An Index Theorem for Domain Walls in Supersymmetric Gauge Theories

TL;DR

This work counts the zero modes of domain walls in ${\cal N}=2$ supersymmetric QED with $N$ hypermultiplets and a Fayet–Iliopoulos parameter. It adapts a Callias-type index theorem to the linearized BPS equations and shows the continuum spectrum is gapped, allowing a precise count of zero modes. The analysis yields ${\cal I}=N-1$, implying the most general domain wall carries $2(N-1)$ real moduli, interpreted as the positions and phases of $(N-1)$ constituent walls. In the IIB string theory context, this corresponds to moduli for a D-string interpolating between $N$ D5-branes, linking gauge-theory soliton moduli to brane dynamics. The regulator-dependent nature of the index $I(M^2)$ is discussed, analogous to mass renormalization effects in related soliton problems.

Abstract

The supersymmetric abelian Higgs model with N scalar fields admits multiple domain wall solutions.
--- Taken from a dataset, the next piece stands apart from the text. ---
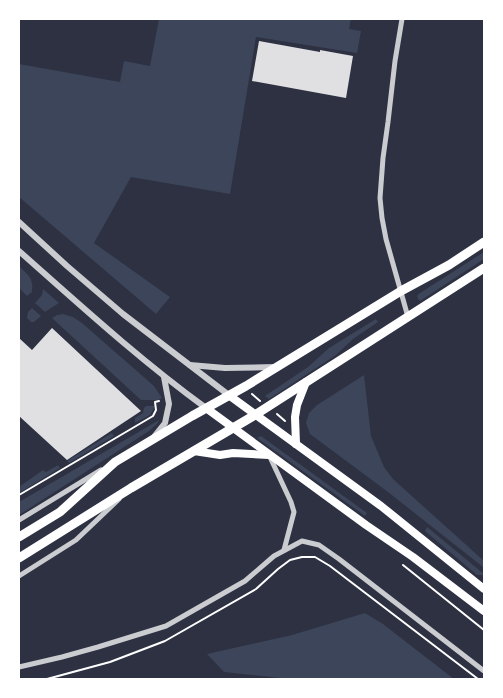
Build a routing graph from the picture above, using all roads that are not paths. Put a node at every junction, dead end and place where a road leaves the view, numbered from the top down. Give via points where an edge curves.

We perform a Callias-type index calculation to determine the number of zero modes of this soliton. We confirm that the most general domain wall has 2(N-1) zero modes, which can be interpreted as the positions and phases of (N-1) constituent domain walls. This implies the existence of moduli for a D-string interpolating between N D5-branes in IIB string theory.